* WORK REQUEST:
A faithful copy of the data, pictures omitted, is the required answer.

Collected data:
<<<<
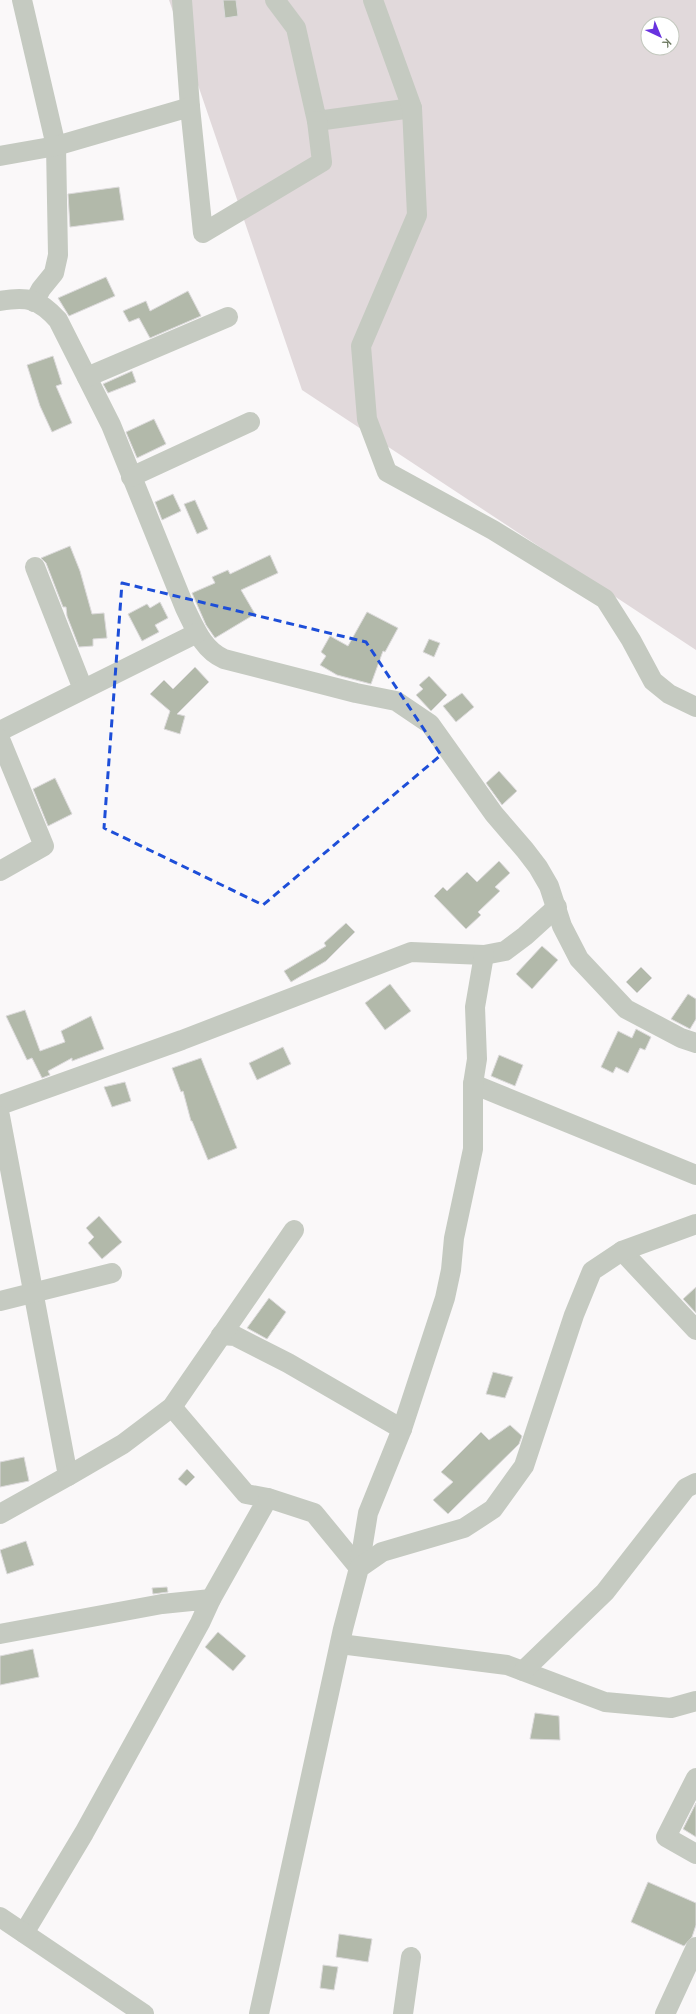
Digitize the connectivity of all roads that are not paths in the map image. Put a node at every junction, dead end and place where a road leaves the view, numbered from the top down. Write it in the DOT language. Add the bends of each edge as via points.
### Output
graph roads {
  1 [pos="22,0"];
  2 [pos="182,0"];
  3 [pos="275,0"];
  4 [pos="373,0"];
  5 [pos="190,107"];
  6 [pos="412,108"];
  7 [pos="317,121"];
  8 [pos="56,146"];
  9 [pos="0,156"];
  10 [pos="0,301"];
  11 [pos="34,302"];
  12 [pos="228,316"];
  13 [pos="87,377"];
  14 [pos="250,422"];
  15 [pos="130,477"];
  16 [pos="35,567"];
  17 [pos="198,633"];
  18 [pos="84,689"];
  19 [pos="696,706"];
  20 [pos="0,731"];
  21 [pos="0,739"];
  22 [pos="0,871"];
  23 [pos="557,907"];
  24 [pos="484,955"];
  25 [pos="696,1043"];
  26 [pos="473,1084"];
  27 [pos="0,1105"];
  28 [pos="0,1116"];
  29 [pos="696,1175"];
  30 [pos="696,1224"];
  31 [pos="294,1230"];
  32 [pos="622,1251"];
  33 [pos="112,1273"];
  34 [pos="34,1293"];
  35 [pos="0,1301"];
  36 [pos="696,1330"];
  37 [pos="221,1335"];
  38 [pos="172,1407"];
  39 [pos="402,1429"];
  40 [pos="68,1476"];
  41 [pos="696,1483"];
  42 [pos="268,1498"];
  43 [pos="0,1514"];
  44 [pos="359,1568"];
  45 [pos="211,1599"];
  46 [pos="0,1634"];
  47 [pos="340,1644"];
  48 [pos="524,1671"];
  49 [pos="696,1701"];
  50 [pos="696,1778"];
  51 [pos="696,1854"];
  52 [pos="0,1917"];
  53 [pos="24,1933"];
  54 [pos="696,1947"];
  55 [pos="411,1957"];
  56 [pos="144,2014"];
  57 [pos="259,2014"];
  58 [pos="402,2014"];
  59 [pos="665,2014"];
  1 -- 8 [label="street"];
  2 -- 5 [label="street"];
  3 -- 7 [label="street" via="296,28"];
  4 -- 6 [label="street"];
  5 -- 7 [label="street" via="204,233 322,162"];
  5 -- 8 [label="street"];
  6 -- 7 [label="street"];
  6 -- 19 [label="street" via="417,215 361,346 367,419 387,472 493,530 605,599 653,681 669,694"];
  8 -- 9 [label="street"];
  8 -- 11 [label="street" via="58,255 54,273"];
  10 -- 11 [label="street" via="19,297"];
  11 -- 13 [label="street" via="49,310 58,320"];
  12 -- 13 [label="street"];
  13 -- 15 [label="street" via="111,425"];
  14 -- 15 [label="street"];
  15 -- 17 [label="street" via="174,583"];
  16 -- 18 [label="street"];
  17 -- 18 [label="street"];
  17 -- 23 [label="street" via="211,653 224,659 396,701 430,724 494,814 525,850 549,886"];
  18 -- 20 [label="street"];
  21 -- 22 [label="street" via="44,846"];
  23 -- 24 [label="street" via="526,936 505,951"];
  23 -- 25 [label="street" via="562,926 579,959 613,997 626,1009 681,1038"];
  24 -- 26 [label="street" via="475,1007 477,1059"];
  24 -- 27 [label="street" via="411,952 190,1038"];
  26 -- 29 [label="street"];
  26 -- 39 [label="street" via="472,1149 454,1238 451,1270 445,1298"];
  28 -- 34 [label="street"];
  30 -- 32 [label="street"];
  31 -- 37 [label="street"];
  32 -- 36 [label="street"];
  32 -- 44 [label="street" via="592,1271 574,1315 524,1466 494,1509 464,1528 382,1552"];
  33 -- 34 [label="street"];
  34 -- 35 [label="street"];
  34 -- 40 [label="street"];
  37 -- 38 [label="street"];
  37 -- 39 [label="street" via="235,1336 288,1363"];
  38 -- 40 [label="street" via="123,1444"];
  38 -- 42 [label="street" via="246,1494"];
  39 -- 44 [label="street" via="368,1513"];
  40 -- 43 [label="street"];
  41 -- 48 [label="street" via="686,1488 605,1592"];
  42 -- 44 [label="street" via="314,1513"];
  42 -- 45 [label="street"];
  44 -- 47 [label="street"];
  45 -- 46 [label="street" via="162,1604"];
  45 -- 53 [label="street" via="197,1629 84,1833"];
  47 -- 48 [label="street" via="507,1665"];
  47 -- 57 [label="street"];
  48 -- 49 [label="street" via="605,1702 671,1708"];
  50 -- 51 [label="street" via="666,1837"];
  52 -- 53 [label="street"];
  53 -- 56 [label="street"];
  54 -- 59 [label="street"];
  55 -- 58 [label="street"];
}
>>>>
* EXPECTED ANSWER:
Digitize the connectivity of all roads that are not paths in the map image. Put a node at every junction, dead end and place where a road leaves the view, numbered from the top down. Write it in the DOT language. Add the bends of each edge as via points.
### Output
graph roads {
  1 [pos="22,0"];
  2 [pos="182,0"];
  3 [pos="275,0"];
  4 [pos="373,0"];
  5 [pos="190,107"];
  6 [pos="412,108"];
  7 [pos="317,121"];
  8 [pos="56,146"];
  9 [pos="0,156"];
  10 [pos="0,301"];
  11 [pos="34,302"];
  12 [pos="228,316"];
  13 [pos="87,377"];
  14 [pos="250,422"];
  15 [pos="130,477"];
  16 [pos="35,567"];
  17 [pos="198,633"];
  18 [pos="84,689"];
  19 [pos="696,706"];
  20 [pos="0,731"];
  21 [pos="0,739"];
  22 [pos="0,871"];
  23 [pos="557,907"];
  24 [pos="484,955"];
  25 [pos="696,1043"];
  26 [pos="473,1084"];
  27 [pos="0,1105"];
  28 [pos="0,1116"];
  29 [pos="696,1175"];
  30 [pos="696,1224"];
  31 [pos="294,1230"];
  32 [pos="622,1251"];
  33 [pos="112,1273"];
  34 [pos="34,1293"];
  35 [pos="0,1301"];
  36 [pos="696,1330"];
  37 [pos="221,1335"];
  38 [pos="172,1407"];
  39 [pos="402,1429"];
  40 [pos="68,1476"];
  41 [pos="696,1483"];
  42 [pos="268,1498"];
  43 [pos="0,1514"];
  44 [pos="359,1568"];
  45 [pos="211,1599"];
  46 [pos="0,1634"];
  47 [pos="340,1644"];
  48 [pos="524,1671"];
  49 [pos="696,1701"];
  50 [pos="696,1778"];
  51 [pos="696,1854"];
  52 [pos="0,1917"];
  53 [pos="24,1933"];
  54 [pos="696,1947"];
  55 [pos="411,1957"];
  56 [pos="144,2014"];
  57 [pos="259,2014"];
  58 [pos="402,2014"];
  59 [pos="665,2014"];
  1 -- 8 [label="street"];
  2 -- 5 [label="street"];
  3 -- 7 [label="street" via="296,28"];
  4 -- 6 [label="street"];
  5 -- 7 [label="street" via="204,233 322,162"];
  5 -- 8 [label="street"];
  6 -- 7 [label="street"];
  6 -- 19 [label="street" via="417,215 361,346 367,419 387,472 493,530 605,599 653,681 669,694"];
  8 -- 9 [label="street"];
  8 -- 11 [label="street" via="58,255 54,273"];
  10 -- 11 [label="street" via="19,297"];
  11 -- 13 [label="street" via="49,310 58,320"];
  12 -- 13 [label="street"];
  13 -- 15 [label="street" via="111,425"];
  14 -- 15 [label="street"];
  15 -- 17 [label="street" via="174,583"];
  16 -- 18 [label="street"];
  17 -- 18 [label="street"];
  17 -- 23 [label="street" via="211,653 224,659 396,701 430,724 494,814 525,850 549,886"];
  18 -- 20 [label="street"];
  21 -- 22 [label="street" via="44,846"];
  23 -- 24 [label="street" via="526,936 505,951"];
  23 -- 25 [label="street" via="562,926 579,959 613,997 626,1009 681,1038"];
  24 -- 26 [label="street" via="475,1007 477,1059"];
  24 -- 27 [label="street" via="411,952 190,1038"];
  26 -- 29 [label="street"];
  26 -- 39 [label="street" via="472,1149 454,1238 451,1270 445,1298"];
  28 -- 34 [label="street"];
  30 -- 32 [label="street"];
  31 -- 37 [label="street"];
  32 -- 36 [label="street"];
  32 -- 44 [label="street" via="592,1271 574,1315 524,1466 494,1509 464,1528 382,1552"];
  33 -- 34 [label="street"];
  34 -- 35 [label="street"];
  34 -- 40 [label="street"];
  37 -- 38 [label="street"];
  37 -- 39 [label="street" via="235,1336 288,1363"];
  38 -- 40 [label="street" via="123,1444"];
  38 -- 42 [label="street" via="246,1494"];
  39 -- 44 [label="street" via="368,1513"];
  40 -- 43 [label="street"];
  41 -- 48 [label="street" via="686,1488 605,1592"];
  42 -- 44 [label="street" via="314,1513"];
  42 -- 45 [label="street"];
  44 -- 47 [label="street"];
  45 -- 46 [label="street" via="162,1604"];
  45 -- 53 [label="street" via="197,1629 84,1833"];
  47 -- 48 [label="street" via="507,1665"];
  47 -- 57 [label="street"];
  48 -- 49 [label="street" via="605,1702 671,1708"];
  50 -- 51 [label="street" via="666,1837"];
  52 -- 53 [label="street"];
  53 -- 56 [label="street"];
  54 -- 59 [label="street"];
  55 -- 58 [label="street"];
}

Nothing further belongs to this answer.